Uno de los mayores problemas que tiene la predicación actual es que intenta convencer. Los sacerdotes, en general, tienen una buena formación lógica, con la mente llena de ideas, que van engrosando con el estudio y la lectura. No se distinguen para nada, al hablar, de lo que se estila dentro de la cultura racionalista en la que vivimos. La frase: “tengo razón”, es la meta de toda dialéctica, desde la más pequeña discusión hasta la ponencia mejor lograda.
Sin embrago, si entramos en el terreno de la fe, esto trae graves consecuencias. Cuando se quiere convencer a los demás de la necesidad de ser buenos, de convertirse, de experimentar la fe, se hace de Dios un objeto de mercadería. A un cliente se le debe convencer de que el producto en cuestión es el mejor y el más barato del mercado. Esto es lo que hacen los vendedores expertos y emplean para ello toda clase de argumentos. La propaganda es clave para que una empresa tenga éxito.
Yo, sin darme cuenta, he tratado toda la vida de vender a Dios, es decir, de ganar adeptos para su empresa. El resultado es más bien frustrante. No tengo sensación de que haya convencido a nadie para la causa de Dios; a lo más, he ayudado a conservar ciertas creencias, en algunos. Ha venido, eso sí, mucha gente a discutir conmigo, a darme la razón o a contradecir mis convicciones. Durante muchos años no escuché ningún testimonio de que mis palabras hubieran tocado el corazón de nadie; sólo habían llegado, en ocasiones, a la inteligencia, pero esto no le cambia la vida a nadie.
Con el paso del tiempo, este hecho se me fue haciendo claro. El día que se me hizo consciente y lo pude formular, me sentí frustrado.
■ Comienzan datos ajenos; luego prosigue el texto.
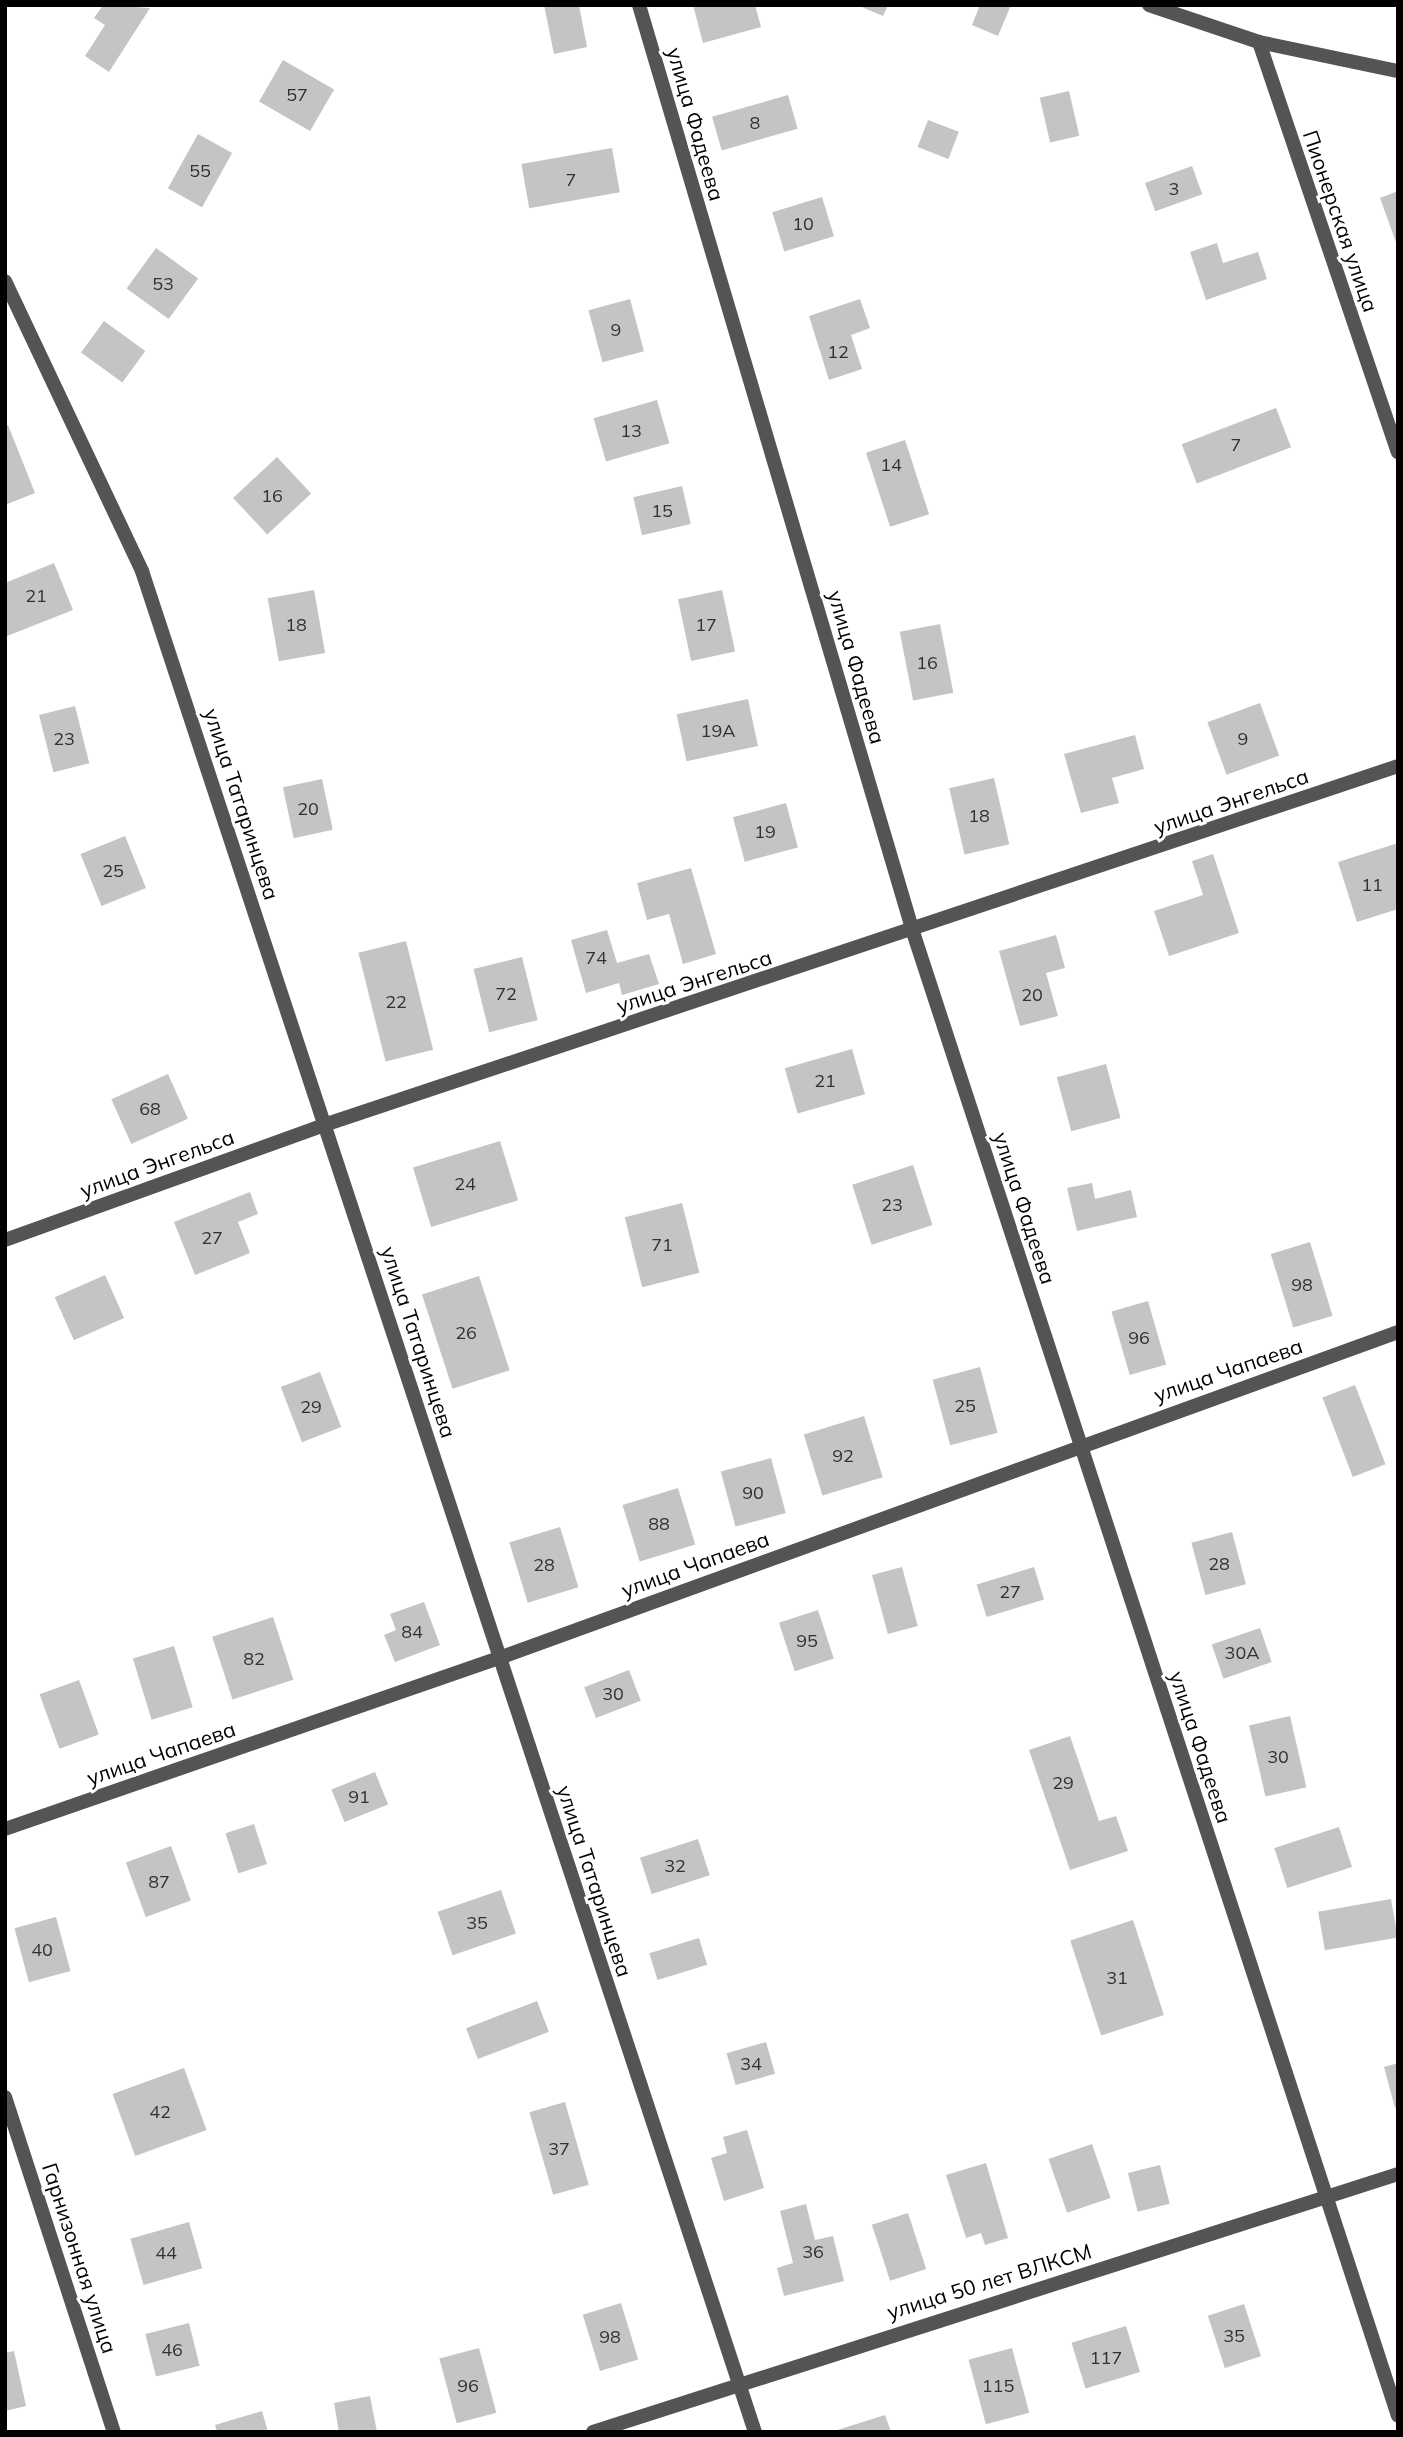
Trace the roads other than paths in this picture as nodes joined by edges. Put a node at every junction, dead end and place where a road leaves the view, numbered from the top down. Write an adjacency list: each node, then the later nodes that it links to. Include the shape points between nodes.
1 (639, 5): 8 (street, улица Фадеева)
2 (1149, 5): 3 (street)
3 (1259, 42): 4 (street); 6 (street, Пионерская улица)
4 (1398, 71)
5 (5, 281): 9 (street, улица Татаринцева, via 142,571)
6 (1398, 452)
7 (1398, 766): 8 (street, улица Энгельса)
8 (913, 932): 9 (street, улица Энгельса); 12 (street, улица Фадеева)
9 (327, 1124): 10 (street, улица Энгельса); 13 (street, улица Татаринцева)
10 (5, 1240)
11 (1398, 1332): 12 (street, улица Чапаева)
12 (1079, 1444): 13 (street, улица Чапаева); 17 (street, улица Фадеева)
13 (499, 1658): 14 (street, улица Чапаева); 18 (street, улица Татаринцева)
14 (5, 1829)
15 (5, 2097): 20 (street, Гарнизонная улица)
16 (1398, 2174): 17 (street, улица 50 лет ВЛКСМ)
17 (1326, 2197): 18 (street, улица 50 лет ВЛКСМ); 19 (street, улица Фадеева)
18 (739, 2382): 21 (street, улица 50 лет ВЛКСМ); 22 (street, улица Татаринцева)
19 (1398, 2416)
20 (114, 2432)
21 (593, 2432)
22 (755, 2432)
Yo he trabajado duro a lo largo de los años; he puesto a disposición de los demás, lo que yo tenía; me he formado con suficiente esmero.
¿Cómo es que no puedo llegar a los demás? Si hubiera tratado de vender coca-colas, seguro que hubiera tenido más éxito. Perdí cierto interés por la razón y cultura humana. Si el cristianismo no tuviera otros medios para llegar a los demás, habría desaparecido hace muchos siglos. Lo más grave es que, mientras no se te revela, no te puedes ni imaginar que haya otra forma de predicar y de llegar al corazón de la gente. Sin embargo, sí la hay. A su tiempo se te revela que no se trata de convencer a la gente sino de quebrantarla.
Está claro que ninguno de nosotros es capaz de quebrantar el corazón de nadie. Estamos en un terreno en el que sólo puede actuar el Espíritu, que es el que conoce y ama de verdad a cada uno de los corazones. Ninguna fórmula de contagio, de transmisión, de emoción, sentimiento o shock, puede llegar a romper la dureza y sordera de un corazón humano.